Endoplasmic reticulum targeting tumour selective photocytotoxic oxovanadium(iv) complexes having vitamin-B6 and acridinyl moieties

Abstract

Oxovanadium(IV) complexes of vitamin-B6 Schiff base, viz., [VO(HL¹/L²/L³)(B)]Cl (1–4), where B is 2,2′-bipyridine (bpy in 1 and 2), 11-(9-acridinyl)dipyrido[3,2-a:2′,3′-c]phenazine (acdppz in 3 and 4), H₂L¹·HCl is 3-hydroxy-5-(hydroxymethyl)-4-(((2-hydroxyphenyl)imino)methyl)-2-methylpyridin-1-ium chloride (in 1 and 4), HL² is 2-(((2-(1H-imidazol-4-yl)ethyl)imino)methyl)phenol (in 2) and HL³ is 4-(((2-(1H-imidazol-4-yl)ethyl)imino)methyl)-5-(hydroxymethyl)-2-methylpyridin-3-ol (in 3) were synthesized, characterized and their cellular uptake, photo-activated cytotoxicity and intracellular localization were studied. Complexes 1a, as the perchlorate salt of 1, and 2a, as the hexafluorophosphate salt of 2, were structurally characterized.
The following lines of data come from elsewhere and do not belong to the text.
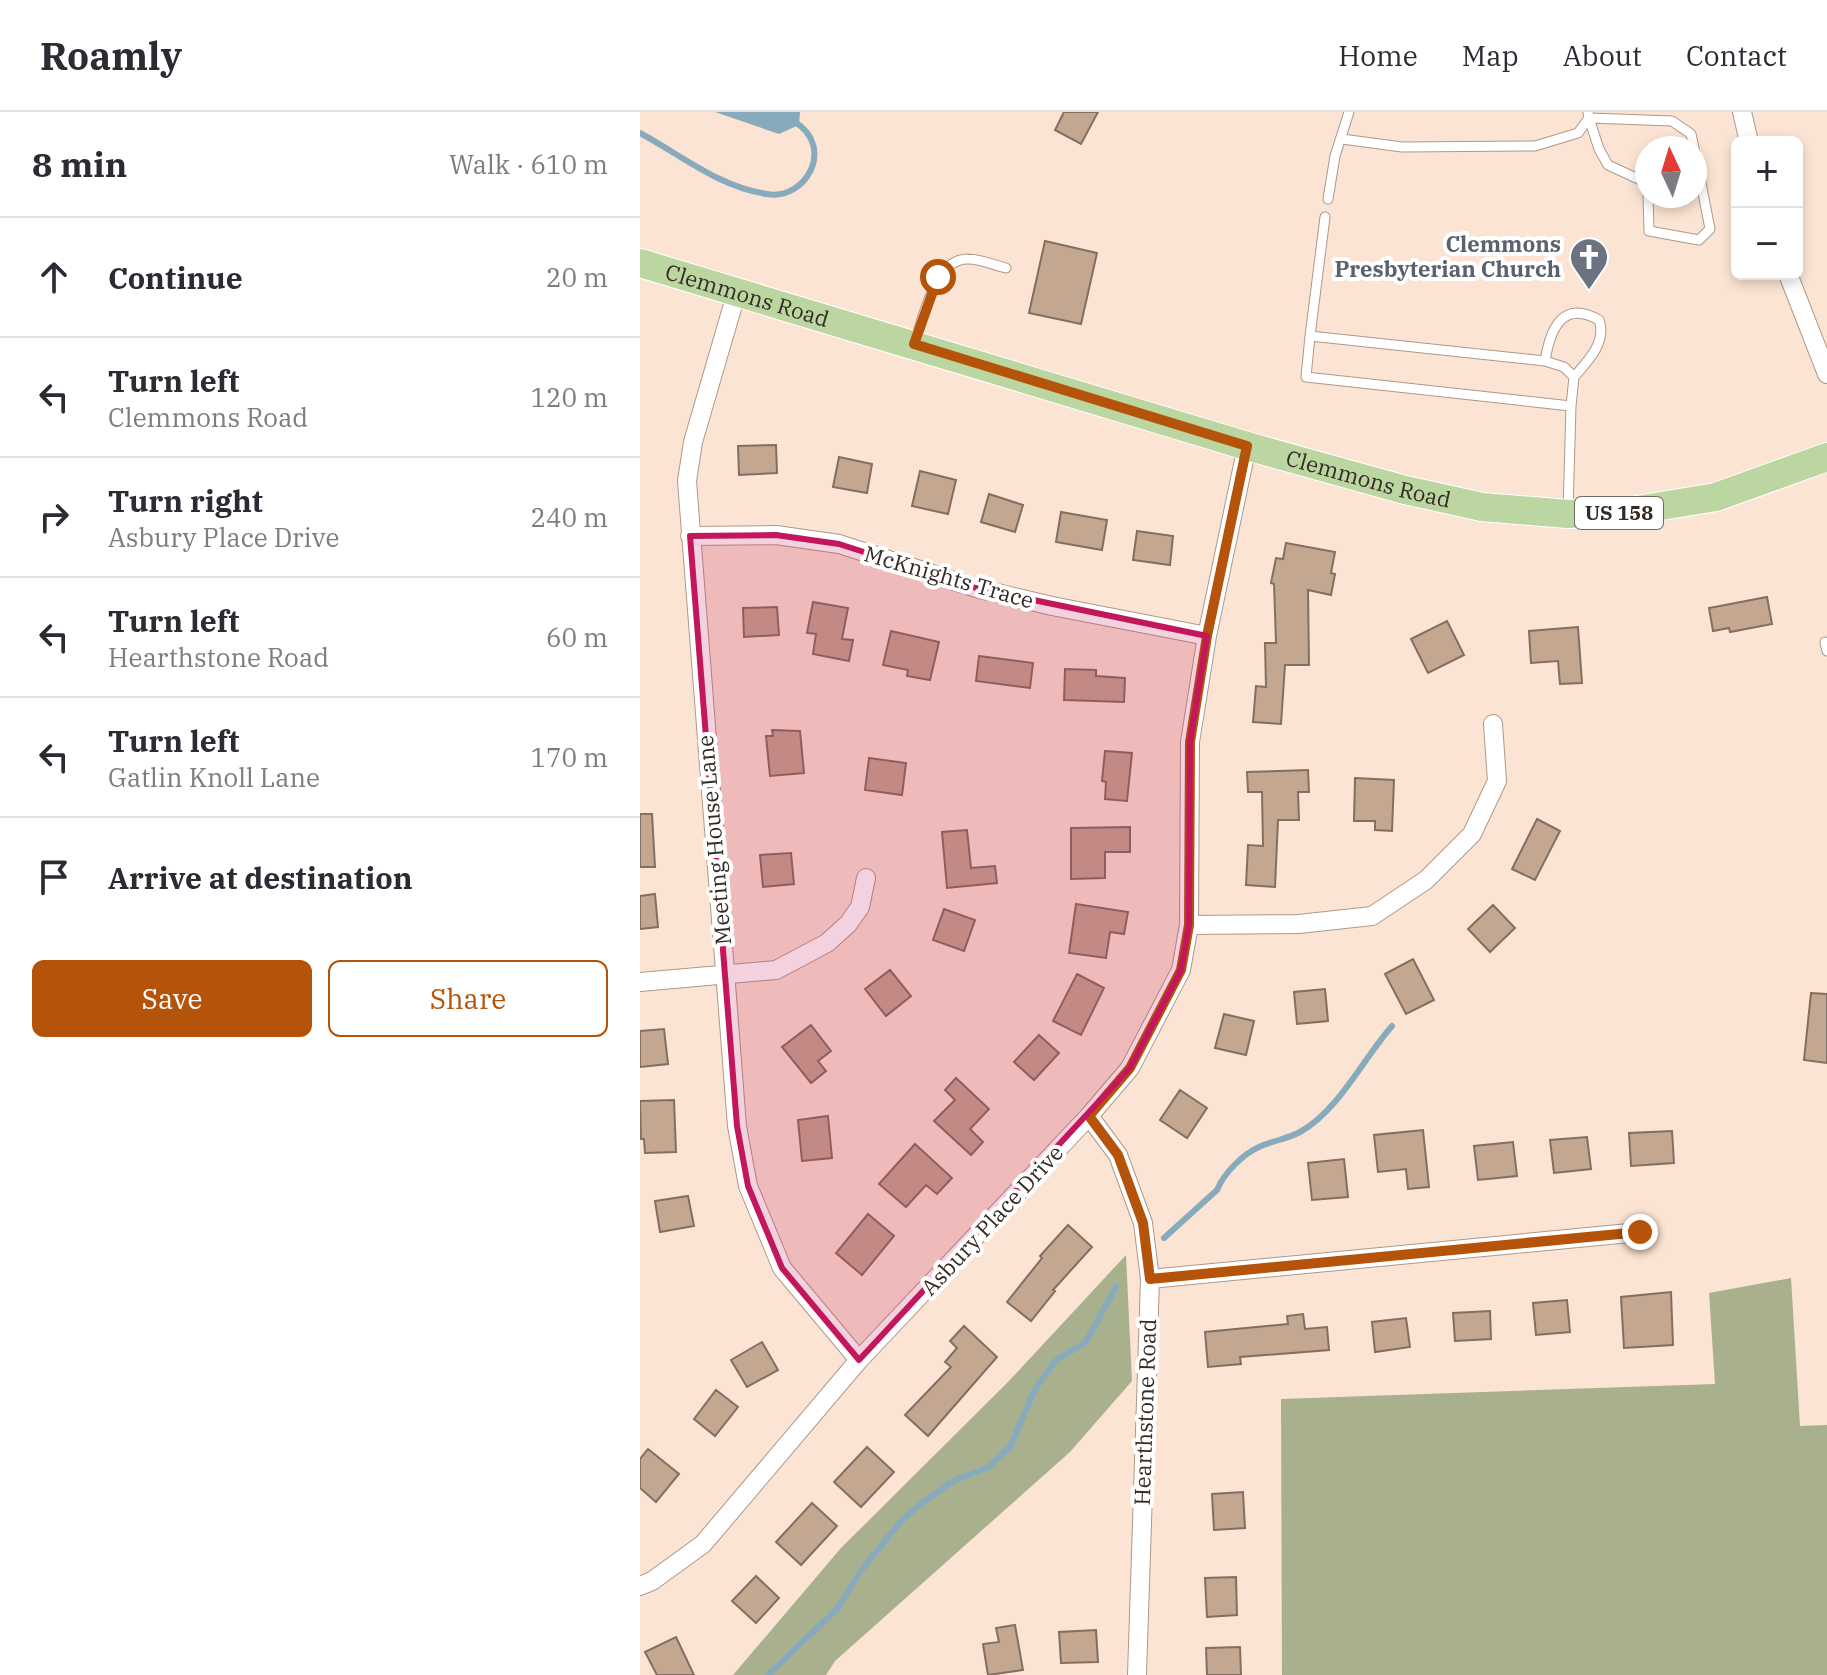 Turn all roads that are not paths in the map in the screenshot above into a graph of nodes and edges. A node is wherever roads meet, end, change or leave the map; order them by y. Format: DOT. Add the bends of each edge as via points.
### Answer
graph roads {
  1 [pos="1349,112"];
  2 [pos="1742,112"];
  3 [pos="1589,115"];
  4 [pos="1692,136"];
  5 [pos="1748,136"];
  6 [pos="1342,139"];
  7 [pos="1635,177"];
  8 [pos="1328,199"];
  9 [pos="1648,208"];
  10 [pos="1706,208"];
  11 [pos="1325,217"];
  12 [pos="640,263"];
  13 [pos="1006,268"];
  14 [pos="1790,280"];
  15 [pos="737,291"];
  16 [pos="1310,336"];
  17 [pos="914,344"];
  18 [pos="1545,361"];
  19 [pos="1827,374"];
  20 [pos="1574,377"];
  21 [pos="1571,406"];
  22 [pos="1247,446"];
  23 [pos="1824,462"];
  24 [pos="1568,514"];
  25 [pos="690,536"];
  26 [pos="1207,636"];
  27 [pos="1493,724"];
  28 [pos="866,878"];
  29 [pos="1189,925"];
  30 [pos="725,976"];
  31 [pos="640,982"];
  32 [pos="1089,1116"];
  33 [pos="1640,1232"];
  34 [pos="1150,1279"];
  35 [pos="859,1360"];
  36 [pos="640,1586"];
  37 [pos="1137,1675"];
  1 -- 6 [label="lane"];
  2 -- 5 [label="street"];
  3 -- 4 [label="lane" via="1672,121"];
  3 -- 6 [label="lane" via="1578,133 1535,146 1402,147"];
  3 -- 7 [label="lane" via="1608,165"];
  6 -- 8 [label="lane"];
  9 -- 10 [label="lane" via="1649,231 1699,240 1710,229"];
  11 -- 16 [label="lane"];
  12 -- 15 [label="main road, Clemmons Road / US 158"];
  13 -- 17 [label="lane" via="966,258 951,265 938,277"];
  14 -- 19 [label="street"];
  15 -- 17 [label="main road, Clemmons Road / US 158"];
  15 -- 25 [label="street, Meeting House Lane" via="693,442 687,481"];
  16 -- 18 [label="lane"];
  16 -- 21 [label="lane" via="1306,377"];
  17 -- 22 [label="main road, Clemmons Road / US 158"];
  18 -- 20 [label="lane"];
  18 -- 20 [label="lane" via="1557,323 1570,314 1590,315 1599,320 1601,336"];
  20 -- 21 [label="lane"];
  21 -- 24 [label="lane"];
  22 -- 24 [label="main road, Clemmons Road / US 158" via="1449,501"];
  22 -- 26 [label="street, Asbury Place Drive"];
  23 -- 24 [label="main road, Clemmons Road / US 158" via="1693,502"];
  25 -- 26 [label="street, McKnights Trace" via="776,535 839,544 976,588"];
  25 -- 30 [label="street, Meeting House Lane"];
  26 -- 29 [label="street, Asbury Place Drive" via="1190,742"];
  27 -- 29 [label="street" via="1497,781 1472,834 1426,880 1372,916 1299,924"];
  28 -- 30 [label="street" via="860,907 827,943 776,970"];
  29 -- 32 [label="street, Asbury Place Drive" via="1181,970 1130,1068"];
  30 -- 31 [label="street"];
  30 -- 35 [label="street, Meeting House Lane" via="737,1126 748,1186 782,1268"];
  32 -- 34 [label="street, Hearthstone Road" via="1118,1155 1143,1223"];
  32 -- 35 [label="street, Asbury Place Drive"];
  33 -- 34 [label="street"];
  34 -- 37 [label="street, Hearthstone Road"];
  35 -- 36 [label="street, Asbury Place Drive" via="703,1544"];
}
Vitamin-B6 transporting membrane carrier (VTC) mediated entry into tumour cells in preference to the normal ones seems to be responsible for the higher cellular uptake of the complexes into HeLa and MCF-7 cells over MCF-10A cells. Complexes 3 and 4 having acdppz as the photosensitizer exhibit remarkable photocytotoxicity in these cancer cells giving IC₅₀ of <0.9 μM. The complexes remain non-toxic in the dark. The complexes show photo-induced apoptotic cell death via singlet oxygen (¹O₂) generation. Fluorescence microscopy reveals specific localization of complex 4 to endoplasmic reticulum (ER) and generation of ¹O₂ possibly leads to apoptotic cell death by triggering ER stress response (ERSR).